[Records excerpted from a collection]
********

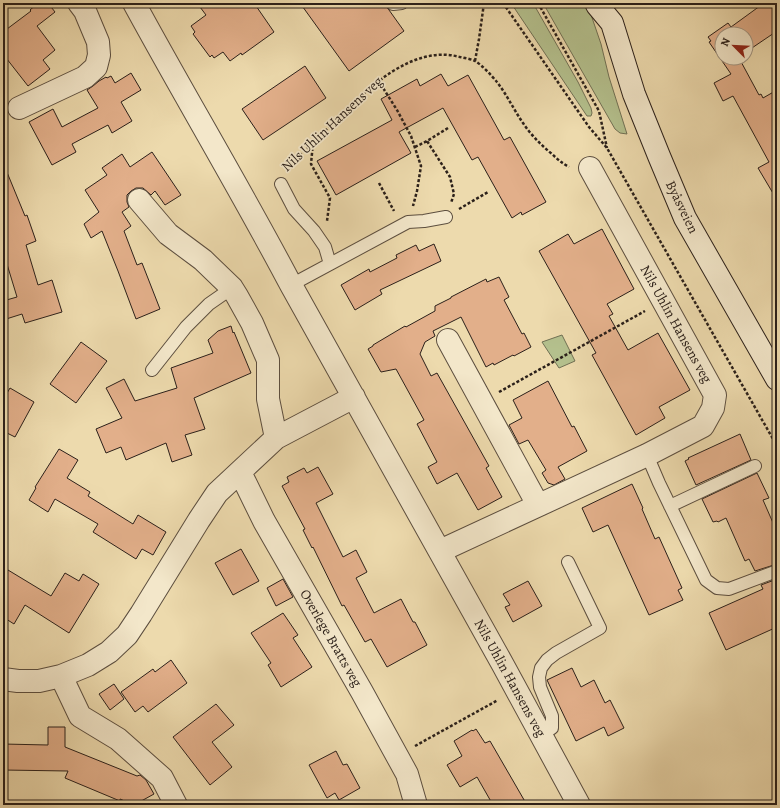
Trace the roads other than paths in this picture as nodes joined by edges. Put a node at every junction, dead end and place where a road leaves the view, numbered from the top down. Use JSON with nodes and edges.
{"nodes":[{"id":1,"x":134,"y":3,"type":"edge"},
{"id":2,"x":392,"y":3,"type":"edge"},
{"id":3,"x":402,"y":3,"type":"edge"},
{"id":4,"x":597,"y":3,"type":"edge"},
{"id":5,"x":88,"y":6,"type":"edge"},
{"id":6,"x":614,"y":13,"type":"edge"},
{"id":7,"x":18,"y":108,"type":"dead end"},
{"id":8,"x":590,"y":168,"type":"road end"},
{"id":9,"x":280,"y":178,"type":"road end"},
{"id":10,"x":139,"y":200,"type":"dead end"},
{"id":11,"x":446,"y":216,"type":"road end"},
{"id":12,"x":330,"y":264,"type":"junction"},
{"id":13,"x":290,"y":285,"type":"junction"},
{"id":14,"x":232,"y":288,"type":"junction"},
{"id":15,"x":448,"y":340,"type":"dead end"},
{"id":16,"x":152,"y":370,"type":"dead end"},
{"id":17,"x":777,"y":378,"type":"edge"},
{"id":18,"x":354,"y":398,"type":"junction"},
{"id":19,"x":276,"y":438,"type":"junction"},
{"id":20,"x":647,"y":455,"type":"junction"},
{"id":21,"x":755,"y":466,"type":"dead end"},
{"id":22,"x":240,"y":472,"type":"junction"},
{"id":23,"x":538,"y":505,"type":"junction"},
{"id":24,"x":670,"y":506,"type":"junction"},
{"id":25,"x":440,"y":551,"type":"junction"},
{"id":26,"x":568,"y":562,"type":"dead end"},
{"id":27,"x":777,"y":571,"type":"edge"},
{"id":28,"x":61,"y":676,"type":"junction"},
{"id":29,"x":3,"y":680,"type":"edge"},
{"id":30,"x":541,"y":734,"type":"junction"},
{"id":31,"x":176,"y":805,"type":"edge"},
{"id":32,"x":416,"y":805,"type":"edge"},
{"id":33,"x":579,"y":805,"type":"edge"}],
"edges":[{"from":1,"to":13,"type":"street","name":"Nils Uhlin Hansens veg"},
{"from":2,"to":3,"type":"lane"},
{"from":4,"to":6,"type":"street","name":"Byåsveien"},
{"from":5,"to":7,"type":"street"},
{"from":6,"to":17,"type":"street","name":"Byåsveien"},
{"from":8,"to":20,"type":"street","name":"Nils Uhlin Hansens veg"},
{"from":9,"to":12,"type":"lane"},
{"from":10,"to":14,"type":"street"},
{"from":11,"to":12,"type":"lane"},
{"from":12,"to":13,"type":"lane"},
{"from":13,"to":18,"type":"street","name":"Nils Uhlin Hansens veg"},
{"from":14,"to":16,"type":"lane"},
{"from":14,"to":19,"type":"street"},
{"from":15,"to":23,"type":"street"},
{"from":18,"to":19,"type":"street"},
{"from":18,"to":25,"type":"street","name":"Nils Uhlin Hansens veg"},
{"from":19,"to":22,"type":"street"},
{"from":20,"to":23,"type":"street","name":"Nils Uhlin Hansens veg"},
{"from":20,"to":24,"type":"lane"},
{"from":21,"to":24,"type":"lane"},
{"from":22,"to":28,"type":"street"},
{"from":22,"to":32,"type":"street","name":"Overlege Bratts veg"},
{"from":23,"to":25,"type":"street","name":"Nils Uhlin Hansens veg"},
{"from":24,"to":27,"type":"lane"},
{"from":25,"to":30,"type":"street","name":"Nils Uhlin Hansens veg"},
{"from":26,"to":30,"type":"lane"},
{"from":28,"to":29,"type":"street"},
{"from":28,"to":31,"type":"street"},
{"from":30,"to":33,"type":"street","name":"Nils Uhlin Hansens veg"}]}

********

◆ What is being asked ◆
An exact repeat of all the data is required, pictures excluded.

◆ Expected answer ◆
Trace the roads other than paths in this picture as nodes joined by edges. Put a node at every junction, dead end and place where a road leaves the view, numbered from the top down. Use JSON with nodes and edges.
{"nodes":[{"id":1,"x":134,"y":3,"type":"edge"},
{"id":2,"x":392,"y":3,"type":"edge"},
{"id":3,"x":402,"y":3,"type":"edge"},
{"id":4,"x":597,"y":3,"type":"edge"},
{"id":5,"x":88,"y":6,"type":"edge"},
{"id":6,"x":614,"y":13,"type":"edge"},
{"id":7,"x":18,"y":108,"type":"dead end"},
{"id":8,"x":590,"y":168,"type":"road end"},
{"id":9,"x":280,"y":178,"type":"road end"},
{"id":10,"x":139,"y":200,"type":"dead end"},
{"id":11,"x":446,"y":216,"type":"road end"},
{"id":12,"x":330,"y":264,"type":"junction"},
{"id":13,"x":290,"y":285,"type":"junction"},
{"id":14,"x":232,"y":288,"type":"junction"},
{"id":15,"x":448,"y":340,"type":"dead end"},
{"id":16,"x":152,"y":370,"type":"dead end"},
{"id":17,"x":777,"y":378,"type":"edge"},
{"id":18,"x":354,"y":398,"type":"junction"},
{"id":19,"x":276,"y":438,"type":"junction"},
{"id":20,"x":647,"y":455,"type":"junction"},
{"id":21,"x":755,"y":466,"type":"dead end"},
{"id":22,"x":240,"y":472,"type":"junction"},
{"id":23,"x":538,"y":505,"type":"junction"},
{"id":24,"x":670,"y":506,"type":"junction"},
{"id":25,"x":440,"y":551,"type":"junction"},
{"id":26,"x":568,"y":562,"type":"dead end"},
{"id":27,"x":777,"y":571,"type":"edge"},
{"id":28,"x":61,"y":676,"type":"junction"},
{"id":29,"x":3,"y":680,"type":"edge"},
{"id":30,"x":541,"y":734,"type":"junction"},
{"id":31,"x":176,"y":805,"type":"edge"},
{"id":32,"x":416,"y":805,"type":"edge"},
{"id":33,"x":579,"y":805,"type":"edge"}],
"edges":[{"from":1,"to":13,"type":"street","name":"Nils Uhlin Hansens veg"},
{"from":2,"to":3,"type":"lane"},
{"from":4,"to":6,"type":"street","name":"Byåsveien"},
{"from":5,"to":7,"type":"street"},
{"from":6,"to":17,"type":"street","name":"Byåsveien"},
{"from":8,"to":20,"type":"street","name":"Nils Uhlin Hansens veg"},
{"from":9,"to":12,"type":"lane"},
{"from":10,"to":14,"type":"street"},
{"from":11,"to":12,"type":"lane"},
{"from":12,"to":13,"type":"lane"},
{"from":13,"to":18,"type":"street","name":"Nils Uhlin Hansens veg"},
{"from":14,"to":16,"type":"lane"},
{"from":14,"to":19,"type":"street"},
{"from":15,"to":23,"type":"street"},
{"from":18,"to":19,"type":"street"},
{"from":18,"to":25,"type":"street","name":"Nils Uhlin Hansens veg"},
{"from":19,"to":22,"type":"street"},
{"from":20,"to":23,"type":"street","name":"Nils Uhlin Hansens veg"},
{"from":20,"to":24,"type":"lane"},
{"from":21,"to":24,"type":"lane"},
{"from":22,"to":28,"type":"street"},
{"from":22,"to":32,"type":"street","name":"Overlege Bratts veg"},
{"from":23,"to":25,"type":"street","name":"Nils Uhlin Hansens veg"},
{"from":24,"to":27,"type":"lane"},
{"from":25,"to":30,"type":"street","name":"Nils Uhlin Hansens veg"},
{"from":26,"to":30,"type":"lane"},
{"from":28,"to":29,"type":"street"},
{"from":28,"to":31,"type":"street"},
{"from":30,"to":33,"type":"street","name":"Nils Uhlin Hansens veg"}]}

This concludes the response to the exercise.